TwentyEight12 · 21/08/2019 11:42

@BlewGoose

Hahahahaha!

Well, if you go around speaking to others in the way you just have to me, no wonder your kids think it’s also ok to behave badly to others. Autism or no autism.

BlewGoose · 21/08/2019 11:44

@TwentyEight12 Where did I say my children think it's ok to behave badly around others? Are you having trouble with comprehension?

TwentyEight12 · 21/08/2019 11:52

@BlewGoose

I never said at any point that I personally did not believe that autism or ADHD were not real conditions. In-fact, I said that the majority of society does agree that they are.

Sadly you did not comprehend what I had said and told me to ‘fuck off’.

I’m afraid that’s the end of our conversation.
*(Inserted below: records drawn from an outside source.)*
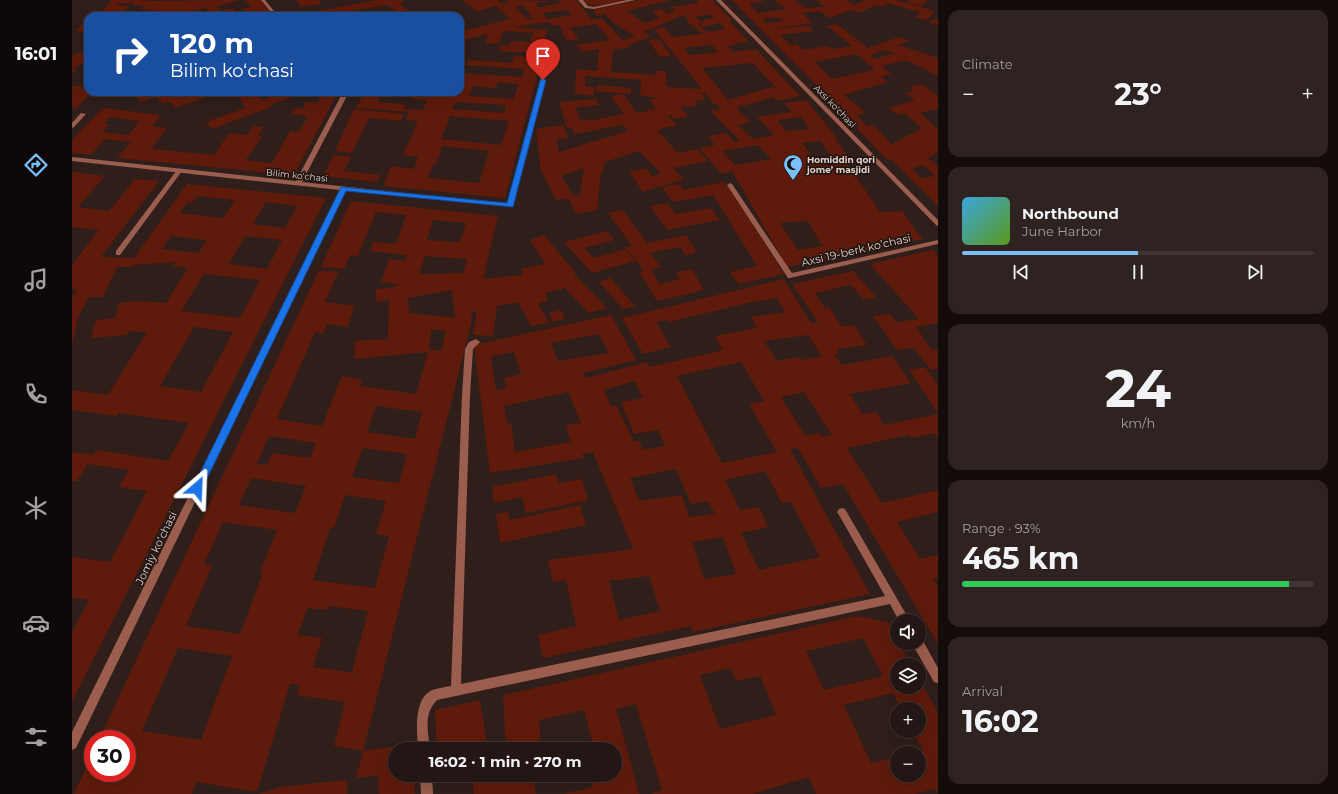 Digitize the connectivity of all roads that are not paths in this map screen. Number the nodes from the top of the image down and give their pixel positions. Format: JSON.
{"nodes":[{"id":1,"x":263,"y":0,"type":"edge"},
{"id":2,"x":580,"y":0,"type":"edge"},
{"id":3,"x":634,"y":0,"type":"edge"},
{"id":4,"x":718,"y":0,"type":"edge"},
{"id":5,"x":273,"y":12,"type":"edge"},
{"id":6,"x":543,"y":80,"type":"dead end"},
{"id":7,"x":344,"y":96,"type":"edge"},
{"id":8,"x":83,"y":114,"type":"dead end"},
{"id":9,"x":72,"y":126,"type":"edge"},
{"id":10,"x":72,"y":159,"type":"edge"},
{"id":11,"x":178,"y":171,"type":"junction"},
{"id":12,"x":298,"y":184,"type":"junction"},
{"id":13,"x":730,"y":185,"type":"dead end"},
{"id":14,"x":344,"y":188,"type":"junction"},
{"id":15,"x":938,"y":224,"type":"edge"},
{"id":16,"x":938,"y":242,"type":"edge"},
{"id":17,"x":118,"y":252,"type":"dead end"},
{"id":18,"x":476,"y":342,"type":"dead end"},
{"id":19,"x":842,"y":512,"type":"dead end"},
{"id":20,"x":892,"y":599,"type":"junction"},
{"id":21,"x":901,"y":614,"type":"edge"},
{"id":22,"x":922,"y":650,"type":"edge"},
{"id":23,"x":938,"y":678,"type":"edge"},
{"id":24,"x":456,"y":690,"type":"junction"},
{"id":25,"x":424,"y":742,"type":"edge"},
{"id":26,"x":72,"y":744,"type":"edge"},
{"id":27,"x":426,"y":782,"type":"edge"},
{"id":28,"x":427,"y":794,"type":"edge"}],
"edges":[{"from":1,"to":5,"type":"street"},
{"from":2,"to":3,"type":"street"},
{"from":4,"to":15,"type":"street","name":"Axsi ko'chasi"},
{"from":6,"to":14,"type":"street","name":"Bilim koʻchasi"},
{"from":7,"to":12,"type":"street"},
{"from":8,"to":9,"type":"street"},
{"from":10,"to":11,"type":"street","name":"Bilim koʻchasi"},
{"from":11,"to":12,"type":"street","name":"Bilim koʻchasi"},
{"from":11,"to":17,"type":"street"},
{"from":12,"to":14,"type":"street","name":"Bilim koʻchasi"},
{"from":13,"to":16,"type":"street","name":"Аxsi 19-berk koʼchasi"},
{"from":14,"to":26,"type":"street","name":"Jomiy koʻchasi"},
{"from":18,"to":24,"type":"street"},
{"from":19,"to":20,"type":"street"},
{"from":20,"to":21,"type":"street"},
{"from":20,"to":24,"type":"street"},
{"from":22,"to":23,"type":"street"},
{"from":24,"to":25,"type":"street"},
{"from":27,"to":28,"type":"street"}]}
BlewGoose · 21/08/2019 12:06

@TwentyEight12 Indeed.

pikapikachu · 21/08/2019 12:12

You're not an evil stepmother at all but the teen stepchildren will think that you are because they think you've "forced" their Dad to change and that "old Dad" is the "Real Dad". 7 years is half of the 15yo's life and it will take much longer than 1 year to undo the bad habits of 7 years. Is Dad fully on board with the rules? If he only reacts when you point out their behaviour or he is unsure and asks you before tackling stuff then they will see it as evidence of you being the "problem" rather than Dad. He shouldn't have asked you to move in until this was much more sorted tbh.

Personally I'd move out pronto for my kids sakes. They will probably eventually resist cleaning etc if you stay. The rules should be the same for everyone like at school.

pikapikachu · 21/08/2019 12:20

Having read your updates, it's not normal at all for 12yo to hit 4 and 7yo. I have boys who enjoy a play fight but they only do that with people who are a similar size. Name calling is understandable but I'm assuming it's more "annoying, stupid" rather than "cunt, shitstain" sort of insults.

It would be best for the kids to have separate homes imo. Your kids won't accept being Second Class forever.